**What to work on:**
Each entry should be set down again verbatim, with the images omitted.

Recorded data
____________________
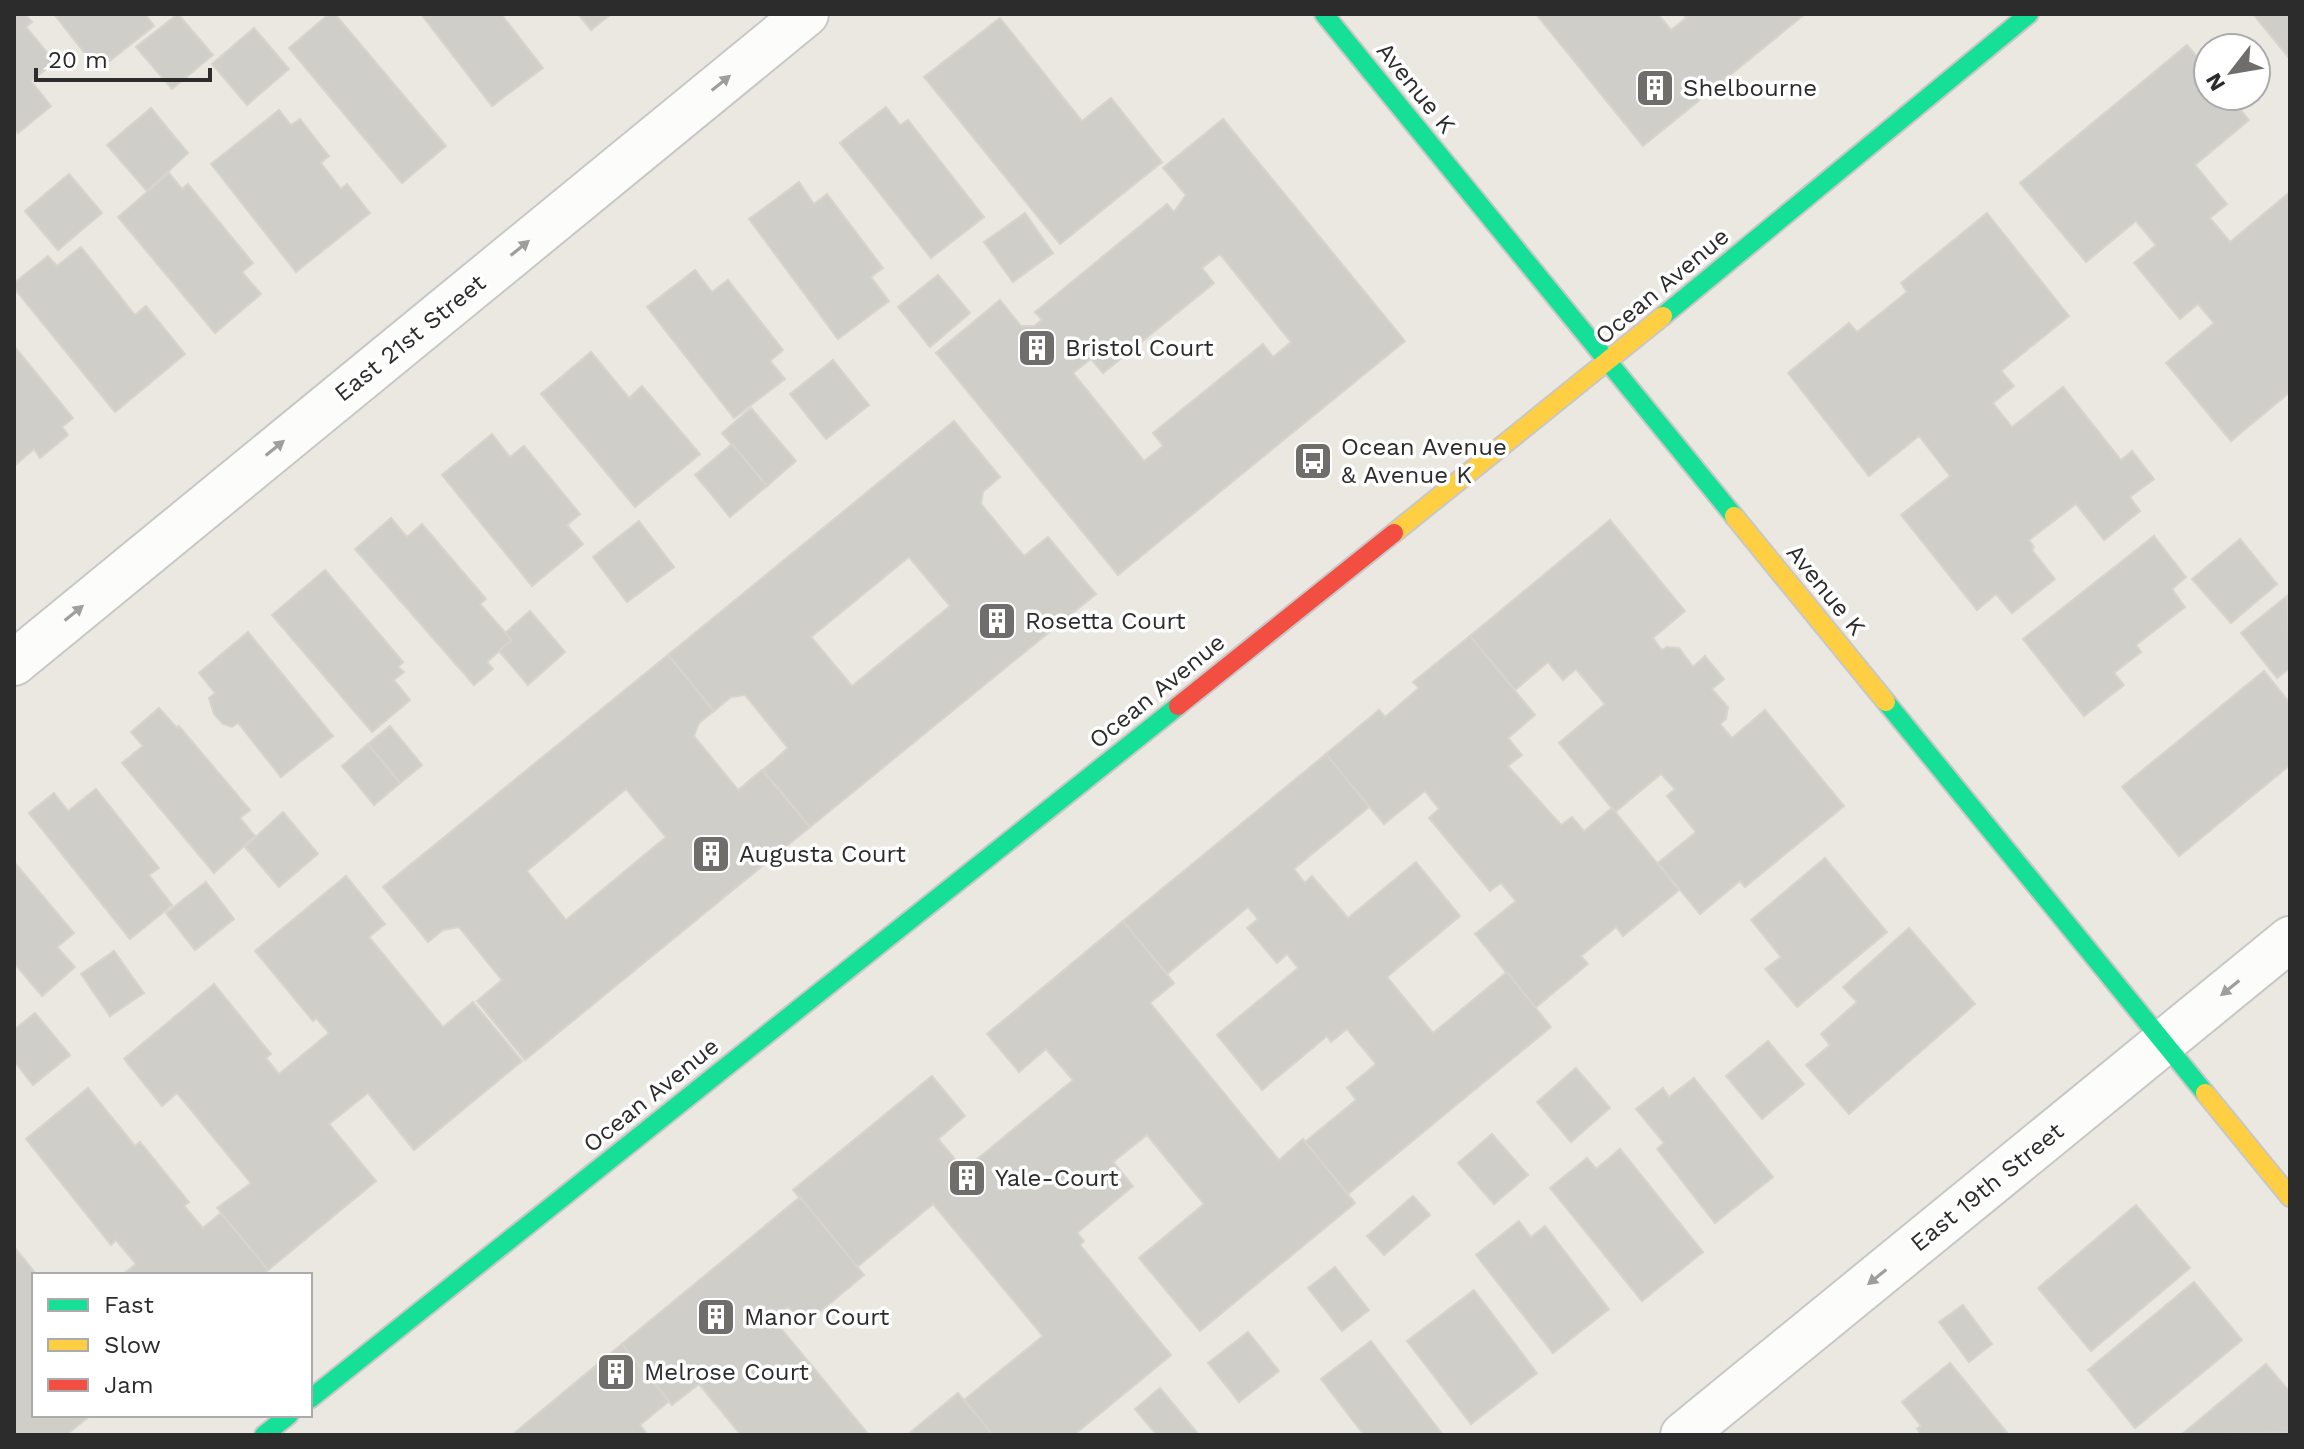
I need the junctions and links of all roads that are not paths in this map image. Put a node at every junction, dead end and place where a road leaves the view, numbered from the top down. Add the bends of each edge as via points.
1 (806, 14) edge
2 (1324, 14) edge
3 (2029, 14) edge
4 (1608, 362) junction
5 (14, 663) edge
6 (2290, 939) edge
7 (2164, 1042) junction
8 (2290, 1197) edge
9 (312, 1397) edge
10 (286, 1417) edge
11 (264, 1435) edge
12 (1683, 1435) edge

5 -> 1 street, East 21st Street
2 - 4 main road, Avenue K
3 - 4 main road, Ocean Avenue
4 - 7 main road, Avenue K
4 - 9 main road, Ocean Avenue
6 -> 7 street, East 19th Street
7 - 8 main road, Avenue K
7 -> 12 street, East 19th Street
10 - 11 main road

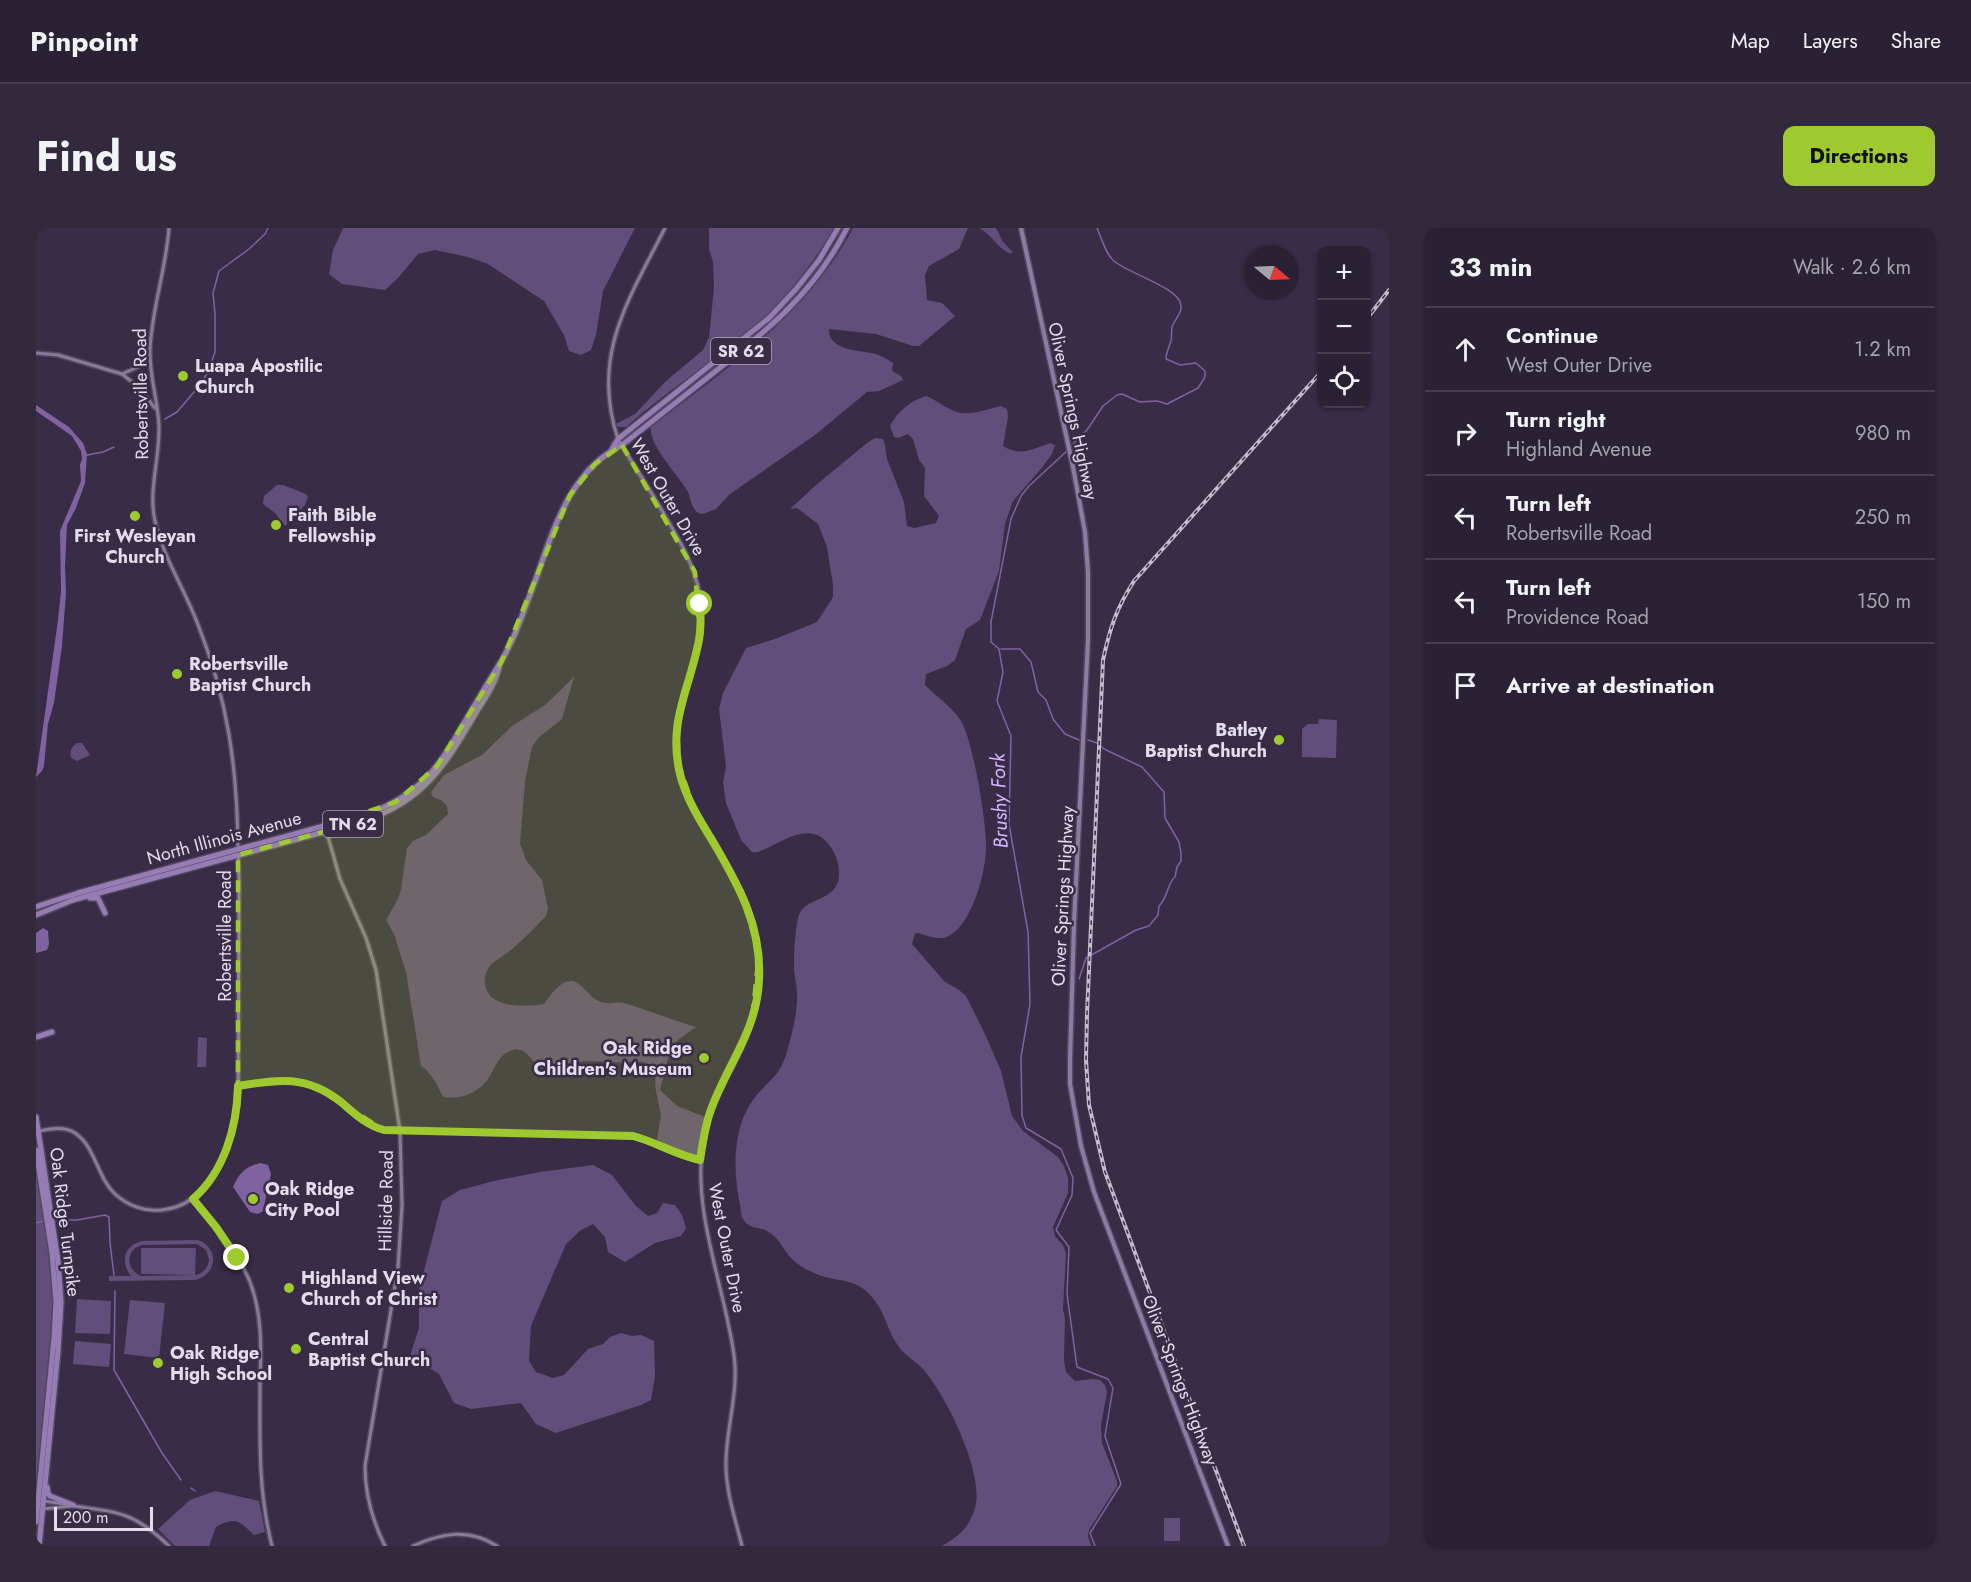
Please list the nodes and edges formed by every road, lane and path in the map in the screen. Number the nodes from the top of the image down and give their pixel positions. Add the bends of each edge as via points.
1 (169, 228) edge
2 (665, 228) edge
3 (838, 228) edge
4 (847, 228) edge
5 (1021, 228) edge
6 (150, 351) junction
7 (36, 352) edge
8 (122, 374) junction
9 (156, 410) junction
10 (618, 439) junction
11 (622, 445) junction
12 (611, 450) junction
13 (326, 828) junction
14 (238, 852) junction
15 (107, 891) junction
16 (61, 904) junction
17 (36, 906) edge
18 (36, 917) edge
19 (238, 1086) junction
20 (36, 1117) edge
21 (37, 1131) edge
22 (400, 1131) junction
23 (36, 1150) edge
24 (700, 1160) junction
25 (193, 1199) junction
26 (50, 1435) junction
27 (40, 1480) junction
28 (36, 1487) edge
29 (39, 1500) edge
30 (73, 1505) junction
31 (39, 1509) edge
32 (36, 1522) edge
33 (39, 1546) edge
34 (168, 1546) edge
35 (272, 1546) edge
36 (385, 1546) edge
37 (412, 1546) edge
38 (496, 1546) edge
39 (742, 1546) edge
40 (1228, 1546) edge

1 - 6 street, Robertsville Road
2 - 10 street, West Outer Drive via 621,316 613,342 609,387
3 - 10 highway, SR 62 via 819,260 774,312
4 - 11 highway, SR 62 via 811,284 767,331
5 - 40 main road, Oliver Springs Highway via 1085,532 1089,603 1070,1084 1094,1192
6 - 8 street via 138,367
6 - 9 street, Robertsville Road
7 - 8 street
8 - 9 street
9 - 14 street, Robertsville Road via 159,426 154,518 162,549 201,630 224,702 237,792
10 - 11 street, West Outer Drive
10 - 12 highway, SR 62
11 - 12 highway, SR 62
11 - 24 street, West Outer Drive via 681,541 695,572 700,636 679,710 678,762 691,804 742,892 759,953 752,1020 712,1106
12 - 13 highway, North Illinois Avenue / TN 62 via 570,495 501,663 437,766 419,785 386,807
13 - 14 highway, North Illinois Avenue / TN 62
13 - 22 street, Hillside Road via 340,879 376,970
14 - 15 highway, TN 62
14 - 17 highway, North Illinois Avenue / TN 62
14 - 19 street, Robertsville Road
15 - 16 highway, TN 62
15 - 16 highway via 102,897 105,914 94,897
16 - 18 highway, TN 62
19 - 22 street via 279,1080 310,1084 367,1124
19 - 25 street, Robertsville Road via 231,1137 211,1179
20 - 21 highway, Oak Ridge Turnpike
21 - 25 street, Robertsville Road via 58,1128 74,1132 84,1142 110,1188 133,1206 163,1210
21 - 26 highway, Oak Ridge Turnpike via 60,1285
22 - 24 street via 633,1136
22 - 36 street, Hillside Road via 402,1217 398,1268 365,1466 370,1510
23 - 27 highway, Oak Ridge Turnpike via 56,1302
24 - 39 street, West Outer Drive via 701,1190 734,1356 735,1391 726,1470
25 - 35 street via 237,1258 256,1303 261,1340 261,1490
26 - 29 highway, Oak Ridge Turnpike
26 - 30 highway via 48,1493
27 - 28 highway
27 - 29 highway, Oak Ridge Turnpike
29 - 30 street
29 - 31 highway, Oak Ridge Turnpike
30 - 31 street
30 - 34 street via 129,1515
31 - 32 highway, Oak Ridge Turnpike
31 - 33 highway, Oak Ridge Turnpike
37 - 38 street via 454,1534 475,1536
____________________
**Problem solution:**
I need the junctions and links of all roads that are not paths in this map image. Put a node at every junction, dead end and place where a road leaves the view, numbered from the top down. Add the bends of each edge as via points.
1 (806, 14) edge
2 (1324, 14) edge
3 (2029, 14) edge
4 (1608, 362) junction
5 (14, 663) edge
6 (2290, 939) edge
7 (2164, 1042) junction
8 (2290, 1197) edge
9 (312, 1397) edge
10 (286, 1417) edge
11 (264, 1435) edge
12 (1683, 1435) edge

5 -> 1 street, East 21st Street
2 - 4 main road, Avenue K
3 - 4 main road, Ocean Avenue
4 - 7 main road, Avenue K
4 - 9 main road, Ocean Avenue
6 -> 7 street, East 19th Street
7 - 8 main road, Avenue K
7 -> 12 street, East 19th Street
10 - 11 main road

Please list the nodes and edges formed by every road, lane and path in the map in the screen. Number the nodes from the top of the image down and give their pixel positions. Add the bends of each edge as via points.
1 (169, 228) edge
2 (665, 228) edge
3 (838, 228) edge
4 (847, 228) edge
5 (1021, 228) edge
6 (150, 351) junction
7 (36, 352) edge
8 (122, 374) junction
9 (156, 410) junction
10 (618, 439) junction
11 (622, 445) junction
12 (611, 450) junction
13 (326, 828) junction
14 (238, 852) junction
15 (107, 891) junction
16 (61, 904) junction
17 (36, 906) edge
18 (36, 917) edge
19 (238, 1086) junction
20 (36, 1117) edge
21 (37, 1131) edge
22 (400, 1131) junction
23 (36, 1150) edge
24 (700, 1160) junction
25 (193, 1199) junction
26 (50, 1435) junction
27 (40, 1480) junction
28 (36, 1487) edge
29 (39, 1500) edge
30 (73, 1505) junction
31 (39, 1509) edge
32 (36, 1522) edge
33 (39, 1546) edge
34 (168, 1546) edge
35 (272, 1546) edge
36 (385, 1546) edge
37 (412, 1546) edge
38 (496, 1546) edge
39 (742, 1546) edge
40 (1228, 1546) edge

1 - 6 street, Robertsville Road
2 - 10 street, West Outer Drive via 621,316 613,342 609,387
3 - 10 highway, SR 62 via 819,260 774,312
4 - 11 highway, SR 62 via 811,284 767,331
5 - 40 main road, Oliver Springs Highway via 1085,532 1089,603 1070,1084 1094,1192
6 - 8 street via 138,367
6 - 9 street, Robertsville Road
7 - 8 street
8 - 9 street
9 - 14 street, Robertsville Road via 159,426 154,518 162,549 201,630 224,702 237,792
10 - 11 street, West Outer Drive
10 - 12 highway, SR 62
11 - 12 highway, SR 62
11 - 24 street, West Outer Drive via 681,541 695,572 700,636 679,710 678,762 691,804 742,892 759,953 752,1020 712,1106
12 - 13 highway, North Illinois Avenue / TN 62 via 570,495 501,663 437,766 419,785 386,807
13 - 14 highway, North Illinois Avenue / TN 62
13 - 22 street, Hillside Road via 340,879 376,970
14 - 15 highway, TN 62
14 - 17 highway, North Illinois Avenue / TN 62
14 - 19 street, Robertsville Road
15 - 16 highway, TN 62
15 - 16 highway via 102,897 105,914 94,897
16 - 18 highway, TN 62
19 - 22 street via 279,1080 310,1084 367,1124
19 - 25 street, Robertsville Road via 231,1137 211,1179
20 - 21 highway, Oak Ridge Turnpike
21 - 25 street, Robertsville Road via 58,1128 74,1132 84,1142 110,1188 133,1206 163,1210
21 - 26 highway, Oak Ridge Turnpike via 60,1285
22 - 24 street via 633,1136
22 - 36 street, Hillside Road via 402,1217 398,1268 365,1466 370,1510
23 - 27 highway, Oak Ridge Turnpike via 56,1302
24 - 39 street, West Outer Drive via 701,1190 734,1356 735,1391 726,1470
25 - 35 street via 237,1258 256,1303 261,1340 261,1490
26 - 29 highway, Oak Ridge Turnpike
26 - 30 highway via 48,1493
27 - 28 highway
27 - 29 highway, Oak Ridge Turnpike
29 - 30 street
29 - 31 highway, Oak Ridge Turnpike
30 - 31 street
30 - 34 street via 129,1515
31 - 32 highway, Oak Ridge Turnpike
31 - 33 highway, Oak Ridge Turnpike
37 - 38 street via 454,1534 475,1536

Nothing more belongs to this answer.